In the seventy-fourth year of my life,
sitting on the car in Mactaquac Park,
waiting for my wife to walk down the slope
to where I’m writing, a warm wind today,
sunshine, the river still rising, more rain
called for tonight, another inch or more,
that’s twenty to thirty millimeters,
you can hear from here the restless waters
powering the dam’s dynamos, creating
great creamy waves to wash over coffee
colored waters fathered upriver with
their splintered debris wafted from waters
still gathering strength in the north where snow
melts steadily while the stormy sky builds
clouds, and weathermen forecast thunderstorms
yet to descend and overflow our streams:
sitting safely I fear for those downstream
who deal with flooded basements, water pumps,
animals in distress, destruction come,
no sanctuary save in flight, wood, mortar,
brick promising no safety, no respite
from rising waters and eternal rain.

Commentary:

In the great flood of 1973, we lived on the Woodstock Road in Fredericton. We watched the river waters rising. Luckily they stopped on the other side of the road from where we were living and didn’t cross the road. This year we live out of town on the other side of the hill away from the river. Each time we drive into town we see the river waters and measure how they rise. Our hearts go out to those folk who are forced to evacuate their homes. We find it hard to believe that the waters are now at the levels they reached in 1973 and may, in some places, exceed those levels by a meter or more.

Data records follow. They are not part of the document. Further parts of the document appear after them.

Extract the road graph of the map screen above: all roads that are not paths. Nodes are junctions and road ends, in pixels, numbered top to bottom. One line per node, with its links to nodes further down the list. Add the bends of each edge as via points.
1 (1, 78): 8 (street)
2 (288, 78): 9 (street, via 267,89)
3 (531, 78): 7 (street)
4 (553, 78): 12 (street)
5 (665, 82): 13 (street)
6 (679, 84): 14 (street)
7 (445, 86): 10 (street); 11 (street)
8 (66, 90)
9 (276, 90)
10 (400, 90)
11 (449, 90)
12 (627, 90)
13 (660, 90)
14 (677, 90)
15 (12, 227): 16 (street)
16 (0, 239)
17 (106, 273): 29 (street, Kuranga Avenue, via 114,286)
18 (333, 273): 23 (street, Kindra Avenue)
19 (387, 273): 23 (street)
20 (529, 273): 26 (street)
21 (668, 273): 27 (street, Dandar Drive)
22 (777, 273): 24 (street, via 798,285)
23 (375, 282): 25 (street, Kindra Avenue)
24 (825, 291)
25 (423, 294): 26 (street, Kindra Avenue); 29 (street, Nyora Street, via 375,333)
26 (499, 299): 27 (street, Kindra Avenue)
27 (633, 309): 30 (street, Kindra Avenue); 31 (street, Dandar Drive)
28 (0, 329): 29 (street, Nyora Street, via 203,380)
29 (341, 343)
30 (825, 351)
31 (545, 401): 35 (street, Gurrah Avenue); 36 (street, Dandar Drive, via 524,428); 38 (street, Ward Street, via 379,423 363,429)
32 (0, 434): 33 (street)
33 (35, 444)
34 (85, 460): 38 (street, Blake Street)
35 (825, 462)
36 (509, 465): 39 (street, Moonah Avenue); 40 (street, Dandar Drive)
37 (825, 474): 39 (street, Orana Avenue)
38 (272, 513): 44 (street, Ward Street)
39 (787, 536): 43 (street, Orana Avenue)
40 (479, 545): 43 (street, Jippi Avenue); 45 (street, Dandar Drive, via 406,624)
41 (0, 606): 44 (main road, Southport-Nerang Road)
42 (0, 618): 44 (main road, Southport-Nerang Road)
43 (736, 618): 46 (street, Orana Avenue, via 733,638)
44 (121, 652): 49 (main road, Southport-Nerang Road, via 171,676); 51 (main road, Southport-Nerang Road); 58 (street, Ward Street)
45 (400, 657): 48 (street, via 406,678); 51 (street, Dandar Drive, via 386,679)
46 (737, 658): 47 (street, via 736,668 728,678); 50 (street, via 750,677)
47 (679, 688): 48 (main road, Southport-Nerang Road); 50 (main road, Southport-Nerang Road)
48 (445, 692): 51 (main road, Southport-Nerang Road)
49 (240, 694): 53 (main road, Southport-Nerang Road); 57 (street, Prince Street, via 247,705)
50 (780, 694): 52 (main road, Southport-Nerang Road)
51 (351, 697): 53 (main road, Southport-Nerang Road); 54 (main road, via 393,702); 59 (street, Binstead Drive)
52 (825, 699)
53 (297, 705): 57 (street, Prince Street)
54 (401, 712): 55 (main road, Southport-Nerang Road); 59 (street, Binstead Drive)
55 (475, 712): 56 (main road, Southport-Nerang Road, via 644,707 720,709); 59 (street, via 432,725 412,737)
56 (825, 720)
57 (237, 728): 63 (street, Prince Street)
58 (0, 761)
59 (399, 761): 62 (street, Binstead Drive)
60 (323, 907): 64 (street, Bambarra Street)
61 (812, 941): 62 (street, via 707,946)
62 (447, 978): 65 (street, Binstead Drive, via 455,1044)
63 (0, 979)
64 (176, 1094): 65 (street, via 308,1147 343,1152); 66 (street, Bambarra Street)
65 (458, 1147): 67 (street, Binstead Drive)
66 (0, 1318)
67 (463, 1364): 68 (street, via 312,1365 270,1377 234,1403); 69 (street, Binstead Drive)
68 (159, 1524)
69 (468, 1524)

Next weekend, Word Spring, the spring meeting of the Writers’ Federation of New Brunswick, is scheduled to take place in Quispamsis. Yesterday, the people of Quispamsis found themselves on flood alert and were told to prepare for instant evacuation. It rained last night and more rain is expected. While it may not rain here in Island View, the catchment area of the St. John River, the Rhine of North America, is enormous. Any rain falling in the north of the province may affect the river. The snow is still melting from the deep woods and clear cutting along the river banks has, according to some, affected the ground’s ability to retain water.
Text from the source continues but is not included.